=== What is expected ===
The lines to reproduce from the material below are those from the one containing "middle mcp: (661, 872)" through the one containing "ring mcp: (1302, 917)", both included; write them out exactly and add nothing.

=== Listed entries ===

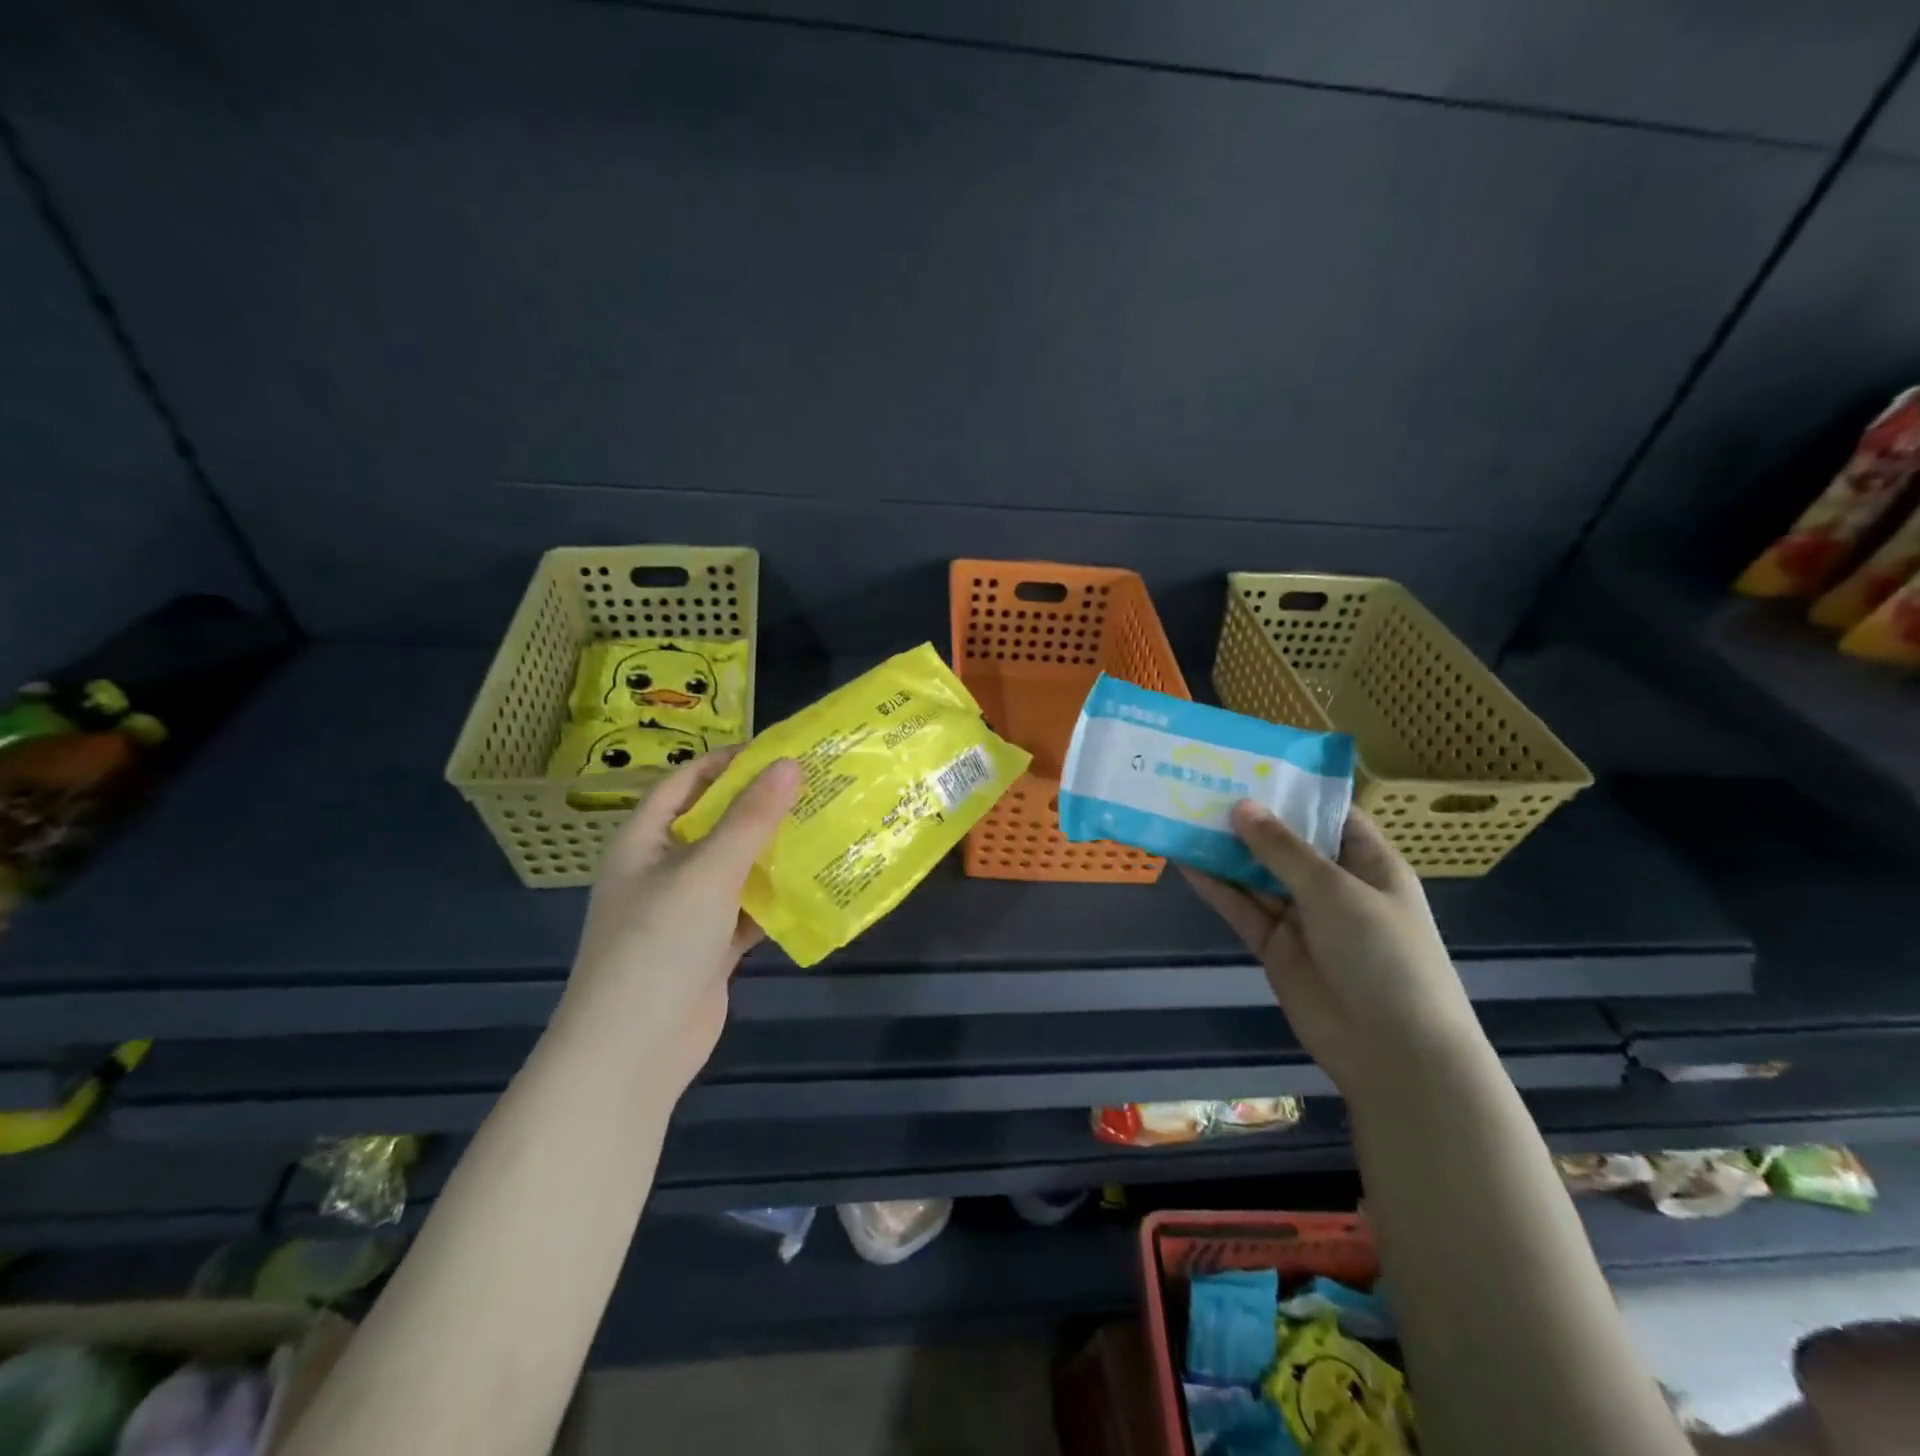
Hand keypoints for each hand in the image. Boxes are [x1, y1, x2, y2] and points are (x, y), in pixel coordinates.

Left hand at [557, 749, 801, 1097]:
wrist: (634, 1050)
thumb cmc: (659, 944)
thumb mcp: (707, 871)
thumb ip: (750, 819)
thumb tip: (788, 763)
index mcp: (643, 842)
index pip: (683, 784)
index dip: (724, 763)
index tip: (776, 752)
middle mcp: (661, 872)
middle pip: (713, 825)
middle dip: (759, 807)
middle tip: (813, 787)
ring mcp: (685, 913)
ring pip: (734, 869)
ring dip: (772, 853)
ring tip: (823, 827)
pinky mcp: (709, 947)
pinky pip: (746, 910)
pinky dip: (774, 898)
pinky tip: (814, 885)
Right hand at [1183, 804, 1488, 1099]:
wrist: (1392, 1051)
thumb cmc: (1382, 955)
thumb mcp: (1335, 891)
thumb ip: (1282, 850)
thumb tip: (1240, 806)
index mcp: (1367, 863)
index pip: (1329, 814)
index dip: (1293, 790)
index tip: (1250, 764)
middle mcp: (1333, 885)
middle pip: (1285, 842)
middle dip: (1249, 818)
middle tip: (1201, 784)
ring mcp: (1302, 917)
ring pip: (1256, 874)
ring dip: (1224, 851)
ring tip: (1182, 815)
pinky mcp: (1274, 945)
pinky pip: (1241, 908)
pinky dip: (1215, 888)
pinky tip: (1185, 862)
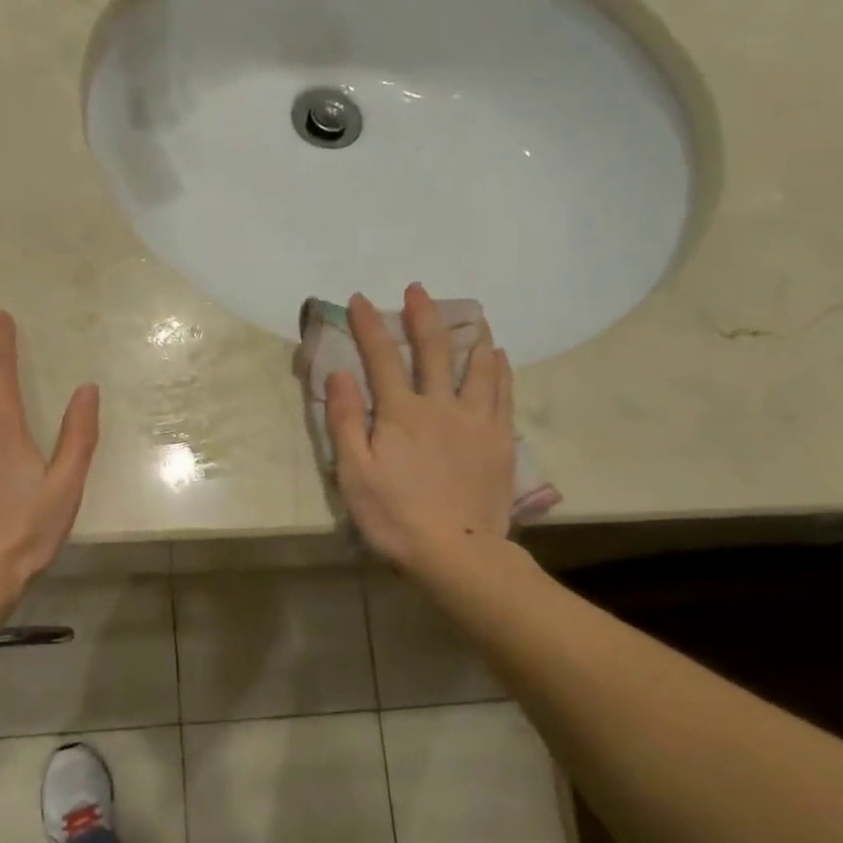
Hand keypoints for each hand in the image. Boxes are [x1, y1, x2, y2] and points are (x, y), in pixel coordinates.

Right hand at [324, 285, 517, 569]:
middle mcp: (441, 406)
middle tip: (418, 289)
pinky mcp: (499, 441)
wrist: (456, 552)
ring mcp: (476, 422)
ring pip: (477, 367)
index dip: (370, 325)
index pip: (381, 357)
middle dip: (423, 316)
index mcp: (401, 413)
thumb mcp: (354, 472)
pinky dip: (500, 370)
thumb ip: (346, 419)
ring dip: (470, 336)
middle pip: (433, 351)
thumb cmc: (394, 516)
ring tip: (472, 317)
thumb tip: (340, 373)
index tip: (360, 299)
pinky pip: (502, 395)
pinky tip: (499, 357)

=== Response to the exercise ===
middle mcp: (661, 872)
middle pip: (713, 825)
middle dip: (759, 807)
middle tip: (813, 787)
ring mcp: (685, 913)
ring pip: (734, 869)
ring dip: (772, 853)
ring tip: (823, 827)
pinky mcp: (709, 947)
pinky pip: (746, 910)
pinky dip: (774, 898)
pinky tip: (814, 885)
Right hand at [1183, 804, 1488, 1099]:
wrist: (1392, 1051)
thumb cmc: (1382, 955)
thumb mcp: (1335, 891)
thumb ip: (1282, 850)
thumb tip: (1240, 806)
index mcp: (1367, 863)
index pip: (1329, 814)
index dip: (1293, 790)
index tip: (1250, 764)
middle mcp: (1333, 885)
middle pip: (1285, 842)
middle dip: (1249, 818)
middle tip: (1201, 784)
ring mcp: (1302, 917)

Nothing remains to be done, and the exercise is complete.